WHAT IS NEEDED: All of the entries must appear again exactly as written.

(Collected data entries)
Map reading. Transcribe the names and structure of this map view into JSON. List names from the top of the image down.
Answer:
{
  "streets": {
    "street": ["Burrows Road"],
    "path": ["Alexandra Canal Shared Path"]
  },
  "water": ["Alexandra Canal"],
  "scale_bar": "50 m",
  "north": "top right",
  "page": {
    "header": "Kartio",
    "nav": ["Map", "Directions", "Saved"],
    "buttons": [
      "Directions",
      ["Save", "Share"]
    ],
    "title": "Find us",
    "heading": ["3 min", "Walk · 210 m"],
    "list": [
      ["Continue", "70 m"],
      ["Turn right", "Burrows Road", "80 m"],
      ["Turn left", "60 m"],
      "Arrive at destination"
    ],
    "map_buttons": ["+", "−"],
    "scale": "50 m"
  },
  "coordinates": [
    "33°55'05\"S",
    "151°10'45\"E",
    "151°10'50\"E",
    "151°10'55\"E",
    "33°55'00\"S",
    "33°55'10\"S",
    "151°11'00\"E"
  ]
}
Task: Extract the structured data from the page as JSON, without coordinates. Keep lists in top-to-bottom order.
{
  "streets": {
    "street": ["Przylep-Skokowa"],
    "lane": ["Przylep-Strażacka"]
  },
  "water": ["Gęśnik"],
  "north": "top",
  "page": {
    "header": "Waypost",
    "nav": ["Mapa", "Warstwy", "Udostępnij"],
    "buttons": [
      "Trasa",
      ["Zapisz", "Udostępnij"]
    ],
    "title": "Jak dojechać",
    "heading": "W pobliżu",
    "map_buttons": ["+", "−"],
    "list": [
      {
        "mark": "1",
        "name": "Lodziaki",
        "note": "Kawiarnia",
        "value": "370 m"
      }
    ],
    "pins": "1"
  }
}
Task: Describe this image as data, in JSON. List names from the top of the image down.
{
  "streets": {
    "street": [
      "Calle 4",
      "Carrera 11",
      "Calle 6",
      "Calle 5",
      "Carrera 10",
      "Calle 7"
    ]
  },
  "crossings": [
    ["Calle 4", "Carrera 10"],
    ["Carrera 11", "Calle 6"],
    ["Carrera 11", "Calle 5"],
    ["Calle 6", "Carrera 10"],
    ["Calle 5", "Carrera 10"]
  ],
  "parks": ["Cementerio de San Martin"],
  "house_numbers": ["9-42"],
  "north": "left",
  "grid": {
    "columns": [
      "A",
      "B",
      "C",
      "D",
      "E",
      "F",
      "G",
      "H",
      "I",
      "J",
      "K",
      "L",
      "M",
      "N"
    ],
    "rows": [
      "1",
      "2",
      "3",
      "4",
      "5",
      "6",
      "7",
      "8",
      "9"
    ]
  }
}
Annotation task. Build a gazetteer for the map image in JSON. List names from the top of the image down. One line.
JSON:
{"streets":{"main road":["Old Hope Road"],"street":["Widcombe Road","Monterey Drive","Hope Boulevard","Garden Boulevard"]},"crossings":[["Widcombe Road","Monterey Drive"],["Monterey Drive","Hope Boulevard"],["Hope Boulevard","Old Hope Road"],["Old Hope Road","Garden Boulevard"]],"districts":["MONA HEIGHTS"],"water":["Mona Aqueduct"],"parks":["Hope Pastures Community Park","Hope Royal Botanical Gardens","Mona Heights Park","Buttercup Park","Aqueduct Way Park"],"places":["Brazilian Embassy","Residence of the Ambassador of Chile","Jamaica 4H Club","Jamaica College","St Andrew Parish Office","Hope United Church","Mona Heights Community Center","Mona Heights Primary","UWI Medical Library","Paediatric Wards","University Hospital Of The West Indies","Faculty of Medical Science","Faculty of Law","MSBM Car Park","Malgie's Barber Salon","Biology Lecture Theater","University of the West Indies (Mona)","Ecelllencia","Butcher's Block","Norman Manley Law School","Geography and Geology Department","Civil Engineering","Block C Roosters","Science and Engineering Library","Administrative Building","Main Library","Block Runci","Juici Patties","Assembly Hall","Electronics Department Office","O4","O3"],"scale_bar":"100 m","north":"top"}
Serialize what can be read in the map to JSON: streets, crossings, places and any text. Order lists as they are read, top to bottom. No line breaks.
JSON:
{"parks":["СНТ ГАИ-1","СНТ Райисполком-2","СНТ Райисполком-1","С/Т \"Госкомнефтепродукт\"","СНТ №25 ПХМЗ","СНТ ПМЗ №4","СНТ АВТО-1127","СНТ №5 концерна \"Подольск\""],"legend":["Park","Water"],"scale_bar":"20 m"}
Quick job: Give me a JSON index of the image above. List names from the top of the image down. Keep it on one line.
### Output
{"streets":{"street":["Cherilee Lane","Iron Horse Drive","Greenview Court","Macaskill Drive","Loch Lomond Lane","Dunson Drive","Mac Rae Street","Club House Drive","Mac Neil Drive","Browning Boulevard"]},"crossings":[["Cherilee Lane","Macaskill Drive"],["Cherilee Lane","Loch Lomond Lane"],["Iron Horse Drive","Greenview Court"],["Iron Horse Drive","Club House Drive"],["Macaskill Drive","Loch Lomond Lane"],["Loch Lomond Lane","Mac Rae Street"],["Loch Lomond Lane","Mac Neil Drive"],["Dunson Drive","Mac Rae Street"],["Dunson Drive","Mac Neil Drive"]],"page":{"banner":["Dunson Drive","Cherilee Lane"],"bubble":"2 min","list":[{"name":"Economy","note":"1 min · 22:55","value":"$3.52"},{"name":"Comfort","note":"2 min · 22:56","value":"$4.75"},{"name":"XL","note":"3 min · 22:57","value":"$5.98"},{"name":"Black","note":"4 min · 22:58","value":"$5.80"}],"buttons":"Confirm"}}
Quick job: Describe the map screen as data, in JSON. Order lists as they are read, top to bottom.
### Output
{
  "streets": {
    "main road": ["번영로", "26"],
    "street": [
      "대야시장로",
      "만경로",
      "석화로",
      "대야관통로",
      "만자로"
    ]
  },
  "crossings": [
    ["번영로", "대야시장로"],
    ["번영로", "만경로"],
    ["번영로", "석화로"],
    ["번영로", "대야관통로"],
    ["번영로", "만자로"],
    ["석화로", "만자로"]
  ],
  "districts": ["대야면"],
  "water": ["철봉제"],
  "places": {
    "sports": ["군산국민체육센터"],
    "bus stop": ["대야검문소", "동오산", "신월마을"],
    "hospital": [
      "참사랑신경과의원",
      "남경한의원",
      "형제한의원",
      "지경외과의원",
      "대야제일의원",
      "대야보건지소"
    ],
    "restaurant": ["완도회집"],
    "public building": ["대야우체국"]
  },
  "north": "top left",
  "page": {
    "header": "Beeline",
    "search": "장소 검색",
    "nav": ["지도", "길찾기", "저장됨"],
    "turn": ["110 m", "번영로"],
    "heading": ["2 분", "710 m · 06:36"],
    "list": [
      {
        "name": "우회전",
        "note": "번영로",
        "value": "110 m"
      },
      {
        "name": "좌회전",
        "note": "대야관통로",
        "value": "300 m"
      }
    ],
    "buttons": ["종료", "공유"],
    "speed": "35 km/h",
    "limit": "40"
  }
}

ANSWER FOR THIS EXERCISE:
Map reading. Transcribe the names and structure of this map view into JSON. List names from the top of the image down.
Answer:
{
  "streets": {
    "street": ["Burrows Road"],
    "path": ["Alexandra Canal Shared Path"]
  },
  "water": ["Alexandra Canal"],
  "scale_bar": "50 m",
  "north": "top right",
  "page": {
    "header": "Kartio",
    "nav": ["Map", "Directions", "Saved"],
    "buttons": [
      "Directions",
      ["Save", "Share"]
    ],
    "title": "Find us",
    "heading": ["3 min", "Walk · 210 m"],
    "list": [
      ["Continue", "70 m"],
      ["Turn right", "Burrows Road", "80 m"],
      ["Turn left", "60 m"],
      "Arrive at destination"
    ],
    "map_buttons": ["+", "−"],
    "scale": "50 m"
  },
  "coordinates": [
    "33°55'05\"S",
    "151°10'45\"E",
    "151°10'50\"E",
    "151°10'55\"E",
    "33°55'00\"S",
    "33°55'10\"S",
    "151°11'00\"E"
  ]
}
Task: Extract the structured data from the page as JSON, without coordinates. Keep lists in top-to-bottom order.
{
  "streets": {
    "street": ["Przylep-Skokowa"],
    "lane": ["Przylep-Strażacka"]
  },
  "water": ["Gęśnik"],
  "north": "top",
  "page": {
    "header": "Waypost",
    "nav": ["Mapa", "Warstwy", "Udostępnij"],
    "buttons": [
      "Trasa",
      ["Zapisz", "Udostępnij"]
    ],
    "title": "Jak dojechać",
    "heading": "W pobliżu",
    "map_buttons": ["+", "−"],
    "list": [
      {
        "mark": "1",
        "name": "Lodziaki",
        "note": "Kawiarnia",
        "value": "370 m"
      }
    ],
    "pins": "1"
  }
}
Task: Describe this image as data, in JSON. List names from the top of the image down.
{
  "streets": {
    "street": [
      "Calle 4",
      "Carrera 11",
      "Calle 6",
      "Calle 5",
      "Carrera 10",
      "Calle 7"
    ]
  },
  "crossings": [
    ["Calle 4", "Carrera 10"],
    ["Carrera 11", "Calle 6"],
    ["Carrera 11", "Calle 5"],
    ["Calle 6", "Carrera 10"],
    ["Calle 5", "Carrera 10"]
  ],
  "parks": ["Cementerio de San Martin"],
  "house_numbers": ["9-42"],
  "north": "left",
  "grid": {
    "columns": [
      "A",
      "B",
      "C",
      "D",
      "E",
      "F",
      "G",
      "H",
      "I",
      "J",
      "K",
      "L",
      "M",
      "N"
    ],
    "rows": [
      "1",
      "2",
      "3",
      "4",
      "5",
      "6",
      "7",
      "8",
      "9"
    ]
  }
}
Annotation task. Build a gazetteer for the map image in JSON. List names from the top of the image down. One line.
JSON:
{"streets":{"main road":["Old Hope Road"],"street":["Widcombe Road","Monterey Drive","Hope Boulevard","Garden Boulevard"]},"crossings":[["Widcombe Road","Monterey Drive"],["Monterey Drive","Hope Boulevard"],["Hope Boulevard","Old Hope Road"],["Old Hope Road","Garden Boulevard"]],"districts":["MONA HEIGHTS"],"water":["Mona Aqueduct"],"parks":["Hope Pastures Community Park","Hope Royal Botanical Gardens","Mona Heights Park","Buttercup Park","Aqueduct Way Park"],"places":["Brazilian Embassy","Residence of the Ambassador of Chile","Jamaica 4H Club","Jamaica College","St Andrew Parish Office","Hope United Church","Mona Heights Community Center","Mona Heights Primary","UWI Medical Library","Paediatric Wards","University Hospital Of The West Indies","Faculty of Medical Science","Faculty of Law","MSBM Car Park","Malgie's Barber Salon","Biology Lecture Theater","University of the West Indies (Mona)","Ecelllencia","Butcher's Block","Norman Manley Law School","Geography and Geology Department","Civil Engineering","Block C Roosters","Science and Engineering Library","Administrative Building","Main Library","Block Runci","Juici Patties","Assembly Hall","Electronics Department Office","O4","O3"],"scale_bar":"100 m","north":"top"}
Serialize what can be read in the map to JSON: streets, crossings, places and any text. Order lists as they are read, top to bottom. No line breaks.
JSON:
{"parks":["СНТ ГАИ-1","СНТ Райисполком-2","СНТ Райисполком-1","С/Т \"Госкомнефтепродукт\"","СНТ №25 ПХМЗ","СНТ ПМЗ №4","СНТ АВТО-1127","СНТ №5 концерна \"Подольск\""],"legend":["Park","Water"],"scale_bar":"20 m"}
Quick job: Give me a JSON index of the image above. List names from the top of the image down. Keep it on one line.
### Output
{"streets":{"street":["Cherilee Lane","Iron Horse Drive","Greenview Court","Macaskill Drive","Loch Lomond Lane","Dunson Drive","Mac Rae Street","Club House Drive","Mac Neil Drive","Browning Boulevard"]},"crossings":[["Cherilee Lane","Macaskill Drive"],["Cherilee Lane","Loch Lomond Lane"],["Iron Horse Drive","Greenview Court"],["Iron Horse Drive","Club House Drive"],["Macaskill Drive","Loch Lomond Lane"],["Loch Lomond Lane","Mac Rae Street"],["Loch Lomond Lane","Mac Neil Drive"],["Dunson Drive","Mac Rae Street"],["Dunson Drive","Mac Neil Drive"]],"page":{"banner":["Dunson Drive","Cherilee Lane"],"bubble":"2 min","list":[{"name":"Economy","note":"1 min · 22:55","value":"$3.52"},{"name":"Comfort","note":"2 min · 22:56","value":"$4.75"},{"name":"XL","note":"3 min · 22:57","value":"$5.98"},{"name":"Black","note":"4 min · 22:58","value":"$5.80"}],"buttons":"Confirm"}}
Quick job: Describe the map screen as data, in JSON. Order lists as they are read, top to bottom.
### Output
{
  "streets": {
    "main road": ["번영로", "26"],
    "street": [
      "대야시장로",
      "만경로",
      "석화로",
      "대야관통로",
      "만자로"
    ]
  },
  "crossings": [
    ["번영로", "대야시장로"],
    ["번영로", "만경로"],
    ["번영로", "석화로"],
    ["번영로", "대야관통로"],
    ["번영로", "만자로"],
    ["석화로", "만자로"]
  ],
  "districts": ["대야면"],
  "water": ["철봉제"],
  "places": {
    "sports": ["군산국민체육센터"],
    "bus stop": ["대야검문소", "동오산", "신월마을"],
    "hospital": [
      "참사랑신경과의원",
      "남경한의원",
      "형제한의원",
      "지경외과의원",
      "대야제일의원",
      "대야보건지소"
    ],
    "restaurant": ["완도회집"],
    "public building": ["대야우체국"]
  },
  "north": "top left",
  "page": {
    "header": "Beeline",
    "search": "장소 검색",
    "nav": ["지도", "길찾기", "저장됨"],
    "turn": ["110 m", "번영로"],
    "heading": ["2 분", "710 m · 06:36"],
    "list": [
      {
        "name": "우회전",
        "note": "번영로",
        "value": "110 m"
      },
      {
        "name": "좌회전",
        "note": "대야관통로",
        "value": "300 m"
      }
    ],
    "buttons": ["종료", "공유"],
    "speed": "35 km/h",
    "limit": "40"
  }
}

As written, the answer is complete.